WORK ORDER: Only the lines holding "nodes" are wanted; find them in the listing and return each one.

+++

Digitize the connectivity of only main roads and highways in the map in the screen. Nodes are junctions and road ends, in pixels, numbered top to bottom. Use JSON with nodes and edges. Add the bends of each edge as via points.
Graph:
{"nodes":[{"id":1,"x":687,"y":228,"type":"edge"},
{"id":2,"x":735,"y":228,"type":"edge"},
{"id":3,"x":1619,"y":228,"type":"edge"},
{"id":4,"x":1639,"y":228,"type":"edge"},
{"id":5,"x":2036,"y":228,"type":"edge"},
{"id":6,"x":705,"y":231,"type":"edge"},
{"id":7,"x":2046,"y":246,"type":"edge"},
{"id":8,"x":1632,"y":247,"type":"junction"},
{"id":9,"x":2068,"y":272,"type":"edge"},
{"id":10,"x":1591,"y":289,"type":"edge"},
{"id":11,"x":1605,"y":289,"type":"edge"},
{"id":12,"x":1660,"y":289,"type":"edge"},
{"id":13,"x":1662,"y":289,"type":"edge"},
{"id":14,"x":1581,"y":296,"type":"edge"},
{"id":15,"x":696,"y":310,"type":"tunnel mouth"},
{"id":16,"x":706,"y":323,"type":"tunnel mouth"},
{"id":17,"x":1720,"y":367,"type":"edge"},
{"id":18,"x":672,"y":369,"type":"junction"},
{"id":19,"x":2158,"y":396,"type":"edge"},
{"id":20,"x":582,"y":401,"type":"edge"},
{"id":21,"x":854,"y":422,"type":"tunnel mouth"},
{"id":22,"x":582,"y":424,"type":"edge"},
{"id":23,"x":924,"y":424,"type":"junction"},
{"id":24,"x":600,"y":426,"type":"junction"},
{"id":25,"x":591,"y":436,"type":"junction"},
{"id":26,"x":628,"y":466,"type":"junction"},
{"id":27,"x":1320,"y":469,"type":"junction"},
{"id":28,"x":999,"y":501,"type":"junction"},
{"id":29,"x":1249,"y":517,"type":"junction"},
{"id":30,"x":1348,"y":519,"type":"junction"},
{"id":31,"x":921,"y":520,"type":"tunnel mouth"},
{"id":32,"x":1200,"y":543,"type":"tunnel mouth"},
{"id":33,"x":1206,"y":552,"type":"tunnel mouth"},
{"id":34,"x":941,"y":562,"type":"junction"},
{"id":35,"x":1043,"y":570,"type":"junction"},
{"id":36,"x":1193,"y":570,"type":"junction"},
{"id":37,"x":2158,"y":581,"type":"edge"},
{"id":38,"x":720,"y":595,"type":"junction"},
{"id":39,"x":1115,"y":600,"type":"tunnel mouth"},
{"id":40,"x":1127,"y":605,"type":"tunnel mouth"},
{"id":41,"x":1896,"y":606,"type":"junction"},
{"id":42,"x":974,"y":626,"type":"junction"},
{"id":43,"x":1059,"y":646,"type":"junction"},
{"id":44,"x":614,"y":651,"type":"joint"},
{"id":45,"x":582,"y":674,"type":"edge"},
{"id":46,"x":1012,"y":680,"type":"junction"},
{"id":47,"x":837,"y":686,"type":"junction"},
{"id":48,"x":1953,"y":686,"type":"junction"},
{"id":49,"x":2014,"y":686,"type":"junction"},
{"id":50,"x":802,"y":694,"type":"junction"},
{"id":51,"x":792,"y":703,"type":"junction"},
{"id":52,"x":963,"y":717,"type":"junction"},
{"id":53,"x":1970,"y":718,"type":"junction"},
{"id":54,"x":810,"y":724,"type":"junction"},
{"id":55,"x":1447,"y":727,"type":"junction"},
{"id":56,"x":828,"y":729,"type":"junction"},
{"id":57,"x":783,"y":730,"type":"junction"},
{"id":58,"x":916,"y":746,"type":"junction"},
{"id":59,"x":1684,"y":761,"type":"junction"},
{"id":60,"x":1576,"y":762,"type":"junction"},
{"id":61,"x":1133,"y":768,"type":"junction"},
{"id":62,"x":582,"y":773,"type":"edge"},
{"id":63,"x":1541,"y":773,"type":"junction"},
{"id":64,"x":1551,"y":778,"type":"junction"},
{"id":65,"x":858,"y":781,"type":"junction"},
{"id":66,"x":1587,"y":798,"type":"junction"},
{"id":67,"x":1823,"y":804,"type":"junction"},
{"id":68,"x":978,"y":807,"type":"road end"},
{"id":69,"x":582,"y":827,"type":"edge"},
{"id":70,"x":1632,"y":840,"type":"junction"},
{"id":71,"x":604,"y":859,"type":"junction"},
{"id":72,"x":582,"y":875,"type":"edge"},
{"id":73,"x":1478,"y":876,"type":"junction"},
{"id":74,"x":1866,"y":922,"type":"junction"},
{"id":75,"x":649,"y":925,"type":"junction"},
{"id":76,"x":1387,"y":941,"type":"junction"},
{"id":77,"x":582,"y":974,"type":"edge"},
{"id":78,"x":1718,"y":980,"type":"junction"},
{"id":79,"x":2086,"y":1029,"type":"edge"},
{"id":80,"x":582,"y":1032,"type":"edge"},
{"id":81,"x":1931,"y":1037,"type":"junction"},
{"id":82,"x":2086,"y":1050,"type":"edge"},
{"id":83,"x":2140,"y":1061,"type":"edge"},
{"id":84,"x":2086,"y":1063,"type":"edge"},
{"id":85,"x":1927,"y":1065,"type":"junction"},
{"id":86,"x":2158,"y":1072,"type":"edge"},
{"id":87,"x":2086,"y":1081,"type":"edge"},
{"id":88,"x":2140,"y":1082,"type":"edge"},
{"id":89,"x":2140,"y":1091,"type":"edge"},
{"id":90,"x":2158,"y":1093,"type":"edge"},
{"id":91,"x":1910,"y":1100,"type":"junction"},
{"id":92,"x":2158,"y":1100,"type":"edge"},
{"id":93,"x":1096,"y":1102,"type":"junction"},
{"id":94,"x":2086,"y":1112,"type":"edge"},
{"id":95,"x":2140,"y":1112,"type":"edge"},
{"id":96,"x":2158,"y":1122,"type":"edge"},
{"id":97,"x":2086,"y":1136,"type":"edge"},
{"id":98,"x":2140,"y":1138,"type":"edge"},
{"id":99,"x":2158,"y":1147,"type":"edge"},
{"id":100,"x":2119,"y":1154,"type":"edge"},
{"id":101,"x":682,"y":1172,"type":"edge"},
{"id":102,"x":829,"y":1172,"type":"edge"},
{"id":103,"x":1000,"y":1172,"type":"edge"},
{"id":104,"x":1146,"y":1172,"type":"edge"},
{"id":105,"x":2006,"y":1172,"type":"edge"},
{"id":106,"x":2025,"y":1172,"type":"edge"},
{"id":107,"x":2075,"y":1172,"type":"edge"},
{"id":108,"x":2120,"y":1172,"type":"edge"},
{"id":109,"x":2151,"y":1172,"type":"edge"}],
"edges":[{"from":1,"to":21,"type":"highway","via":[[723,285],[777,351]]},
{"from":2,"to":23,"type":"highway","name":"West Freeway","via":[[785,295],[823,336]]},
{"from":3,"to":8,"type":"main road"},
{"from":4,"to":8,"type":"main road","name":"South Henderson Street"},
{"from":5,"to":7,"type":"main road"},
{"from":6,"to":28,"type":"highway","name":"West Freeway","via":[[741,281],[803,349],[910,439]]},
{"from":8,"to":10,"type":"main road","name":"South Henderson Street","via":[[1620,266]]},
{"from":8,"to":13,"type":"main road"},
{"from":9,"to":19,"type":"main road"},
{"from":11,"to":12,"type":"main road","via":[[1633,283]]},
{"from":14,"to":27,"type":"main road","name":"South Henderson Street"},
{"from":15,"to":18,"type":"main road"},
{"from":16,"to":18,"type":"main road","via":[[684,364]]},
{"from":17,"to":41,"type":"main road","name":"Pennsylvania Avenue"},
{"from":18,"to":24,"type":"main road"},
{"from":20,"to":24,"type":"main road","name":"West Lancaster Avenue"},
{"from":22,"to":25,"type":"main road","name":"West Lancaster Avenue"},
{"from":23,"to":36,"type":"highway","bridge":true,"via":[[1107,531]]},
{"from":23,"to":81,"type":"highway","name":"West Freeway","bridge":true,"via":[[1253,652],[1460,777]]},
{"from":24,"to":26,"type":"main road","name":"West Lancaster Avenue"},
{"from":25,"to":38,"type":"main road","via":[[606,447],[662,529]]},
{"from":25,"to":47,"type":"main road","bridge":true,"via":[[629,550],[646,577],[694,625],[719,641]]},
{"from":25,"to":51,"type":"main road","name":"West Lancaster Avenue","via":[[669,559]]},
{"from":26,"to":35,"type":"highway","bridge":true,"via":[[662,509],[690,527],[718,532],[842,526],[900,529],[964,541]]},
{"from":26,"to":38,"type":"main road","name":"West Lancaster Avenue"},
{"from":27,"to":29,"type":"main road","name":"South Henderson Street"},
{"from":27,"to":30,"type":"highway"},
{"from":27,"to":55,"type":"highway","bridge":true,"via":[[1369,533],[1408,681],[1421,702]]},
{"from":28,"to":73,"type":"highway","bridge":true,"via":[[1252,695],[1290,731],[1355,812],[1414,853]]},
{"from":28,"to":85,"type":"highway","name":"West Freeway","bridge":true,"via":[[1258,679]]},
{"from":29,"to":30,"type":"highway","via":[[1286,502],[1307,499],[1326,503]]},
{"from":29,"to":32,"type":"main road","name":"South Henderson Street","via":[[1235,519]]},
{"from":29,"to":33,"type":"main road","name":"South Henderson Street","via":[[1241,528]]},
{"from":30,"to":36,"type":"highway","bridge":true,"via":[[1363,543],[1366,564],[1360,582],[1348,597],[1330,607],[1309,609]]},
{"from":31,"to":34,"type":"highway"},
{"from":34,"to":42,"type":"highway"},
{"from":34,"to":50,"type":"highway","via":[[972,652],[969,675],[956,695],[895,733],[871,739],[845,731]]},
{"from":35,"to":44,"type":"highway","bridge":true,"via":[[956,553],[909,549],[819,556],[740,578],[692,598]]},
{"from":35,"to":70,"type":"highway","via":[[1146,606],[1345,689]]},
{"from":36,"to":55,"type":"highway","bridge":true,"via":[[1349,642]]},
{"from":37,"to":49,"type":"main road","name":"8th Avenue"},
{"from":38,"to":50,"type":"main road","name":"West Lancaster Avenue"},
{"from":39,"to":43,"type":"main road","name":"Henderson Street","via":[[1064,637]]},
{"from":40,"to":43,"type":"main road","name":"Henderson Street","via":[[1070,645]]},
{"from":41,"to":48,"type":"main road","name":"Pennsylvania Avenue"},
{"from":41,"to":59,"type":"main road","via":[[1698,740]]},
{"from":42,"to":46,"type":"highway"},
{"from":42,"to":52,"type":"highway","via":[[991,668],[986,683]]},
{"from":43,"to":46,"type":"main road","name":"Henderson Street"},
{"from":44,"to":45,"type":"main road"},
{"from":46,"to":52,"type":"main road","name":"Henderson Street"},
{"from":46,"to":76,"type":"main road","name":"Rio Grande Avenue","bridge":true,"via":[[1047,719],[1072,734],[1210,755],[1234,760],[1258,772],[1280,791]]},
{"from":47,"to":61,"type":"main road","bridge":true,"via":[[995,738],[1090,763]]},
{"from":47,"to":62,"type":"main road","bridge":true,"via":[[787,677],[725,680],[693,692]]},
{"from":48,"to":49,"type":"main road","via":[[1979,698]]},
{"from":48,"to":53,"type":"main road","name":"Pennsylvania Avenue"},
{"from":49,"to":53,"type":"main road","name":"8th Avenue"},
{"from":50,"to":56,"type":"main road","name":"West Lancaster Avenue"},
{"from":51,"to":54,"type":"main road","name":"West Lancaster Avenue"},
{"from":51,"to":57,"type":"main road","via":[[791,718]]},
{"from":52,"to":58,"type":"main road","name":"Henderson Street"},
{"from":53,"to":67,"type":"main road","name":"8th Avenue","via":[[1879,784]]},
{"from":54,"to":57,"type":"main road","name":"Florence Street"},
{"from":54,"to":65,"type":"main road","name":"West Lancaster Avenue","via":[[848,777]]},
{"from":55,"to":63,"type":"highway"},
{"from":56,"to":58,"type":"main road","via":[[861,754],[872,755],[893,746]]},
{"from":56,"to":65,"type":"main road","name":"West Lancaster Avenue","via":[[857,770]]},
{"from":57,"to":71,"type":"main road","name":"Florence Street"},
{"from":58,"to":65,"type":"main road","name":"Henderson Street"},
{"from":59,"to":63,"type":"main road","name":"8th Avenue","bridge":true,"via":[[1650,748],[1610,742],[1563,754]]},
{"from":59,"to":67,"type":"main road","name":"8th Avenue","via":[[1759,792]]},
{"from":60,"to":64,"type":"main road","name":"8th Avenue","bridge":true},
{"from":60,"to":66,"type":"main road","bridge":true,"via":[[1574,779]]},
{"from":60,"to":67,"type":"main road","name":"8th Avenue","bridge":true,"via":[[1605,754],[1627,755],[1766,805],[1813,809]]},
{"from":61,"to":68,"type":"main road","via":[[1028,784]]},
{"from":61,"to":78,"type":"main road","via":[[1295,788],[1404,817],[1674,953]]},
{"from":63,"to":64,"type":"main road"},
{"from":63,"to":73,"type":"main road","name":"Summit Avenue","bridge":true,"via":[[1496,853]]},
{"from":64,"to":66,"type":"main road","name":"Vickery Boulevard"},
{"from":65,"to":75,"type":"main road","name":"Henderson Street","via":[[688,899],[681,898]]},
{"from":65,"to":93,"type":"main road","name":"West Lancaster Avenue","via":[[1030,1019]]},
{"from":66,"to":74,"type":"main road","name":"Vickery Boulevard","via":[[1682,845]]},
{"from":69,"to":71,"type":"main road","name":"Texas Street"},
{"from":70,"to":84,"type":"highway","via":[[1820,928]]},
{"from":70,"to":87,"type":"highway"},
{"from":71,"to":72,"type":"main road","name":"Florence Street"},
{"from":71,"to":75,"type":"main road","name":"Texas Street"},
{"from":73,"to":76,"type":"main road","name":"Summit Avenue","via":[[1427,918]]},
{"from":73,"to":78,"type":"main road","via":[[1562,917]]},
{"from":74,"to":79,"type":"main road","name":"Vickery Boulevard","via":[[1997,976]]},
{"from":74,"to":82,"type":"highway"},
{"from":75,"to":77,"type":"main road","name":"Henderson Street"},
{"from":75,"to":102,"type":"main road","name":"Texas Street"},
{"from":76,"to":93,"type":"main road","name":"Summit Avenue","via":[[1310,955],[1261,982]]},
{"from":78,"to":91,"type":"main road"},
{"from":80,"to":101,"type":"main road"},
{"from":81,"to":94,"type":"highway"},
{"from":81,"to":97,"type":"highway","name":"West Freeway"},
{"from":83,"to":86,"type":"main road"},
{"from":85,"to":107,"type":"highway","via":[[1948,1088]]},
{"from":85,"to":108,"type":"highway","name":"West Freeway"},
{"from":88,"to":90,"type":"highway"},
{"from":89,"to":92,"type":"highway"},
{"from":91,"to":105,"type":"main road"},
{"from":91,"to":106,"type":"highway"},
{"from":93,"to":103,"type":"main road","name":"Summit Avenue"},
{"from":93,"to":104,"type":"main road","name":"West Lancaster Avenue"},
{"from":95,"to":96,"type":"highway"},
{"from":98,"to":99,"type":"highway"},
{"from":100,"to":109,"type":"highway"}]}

+++

EXERCISE SOLUTION:
Digitize the connectivity of only main roads and highways in the map in the screen. Nodes are junctions and road ends, in pixels, numbered top to bottom. Use JSON with nodes and edges. Add the bends of each edge as via points.
{"nodes":[{"id":1,"x":687,"y":228,"type":"edge"},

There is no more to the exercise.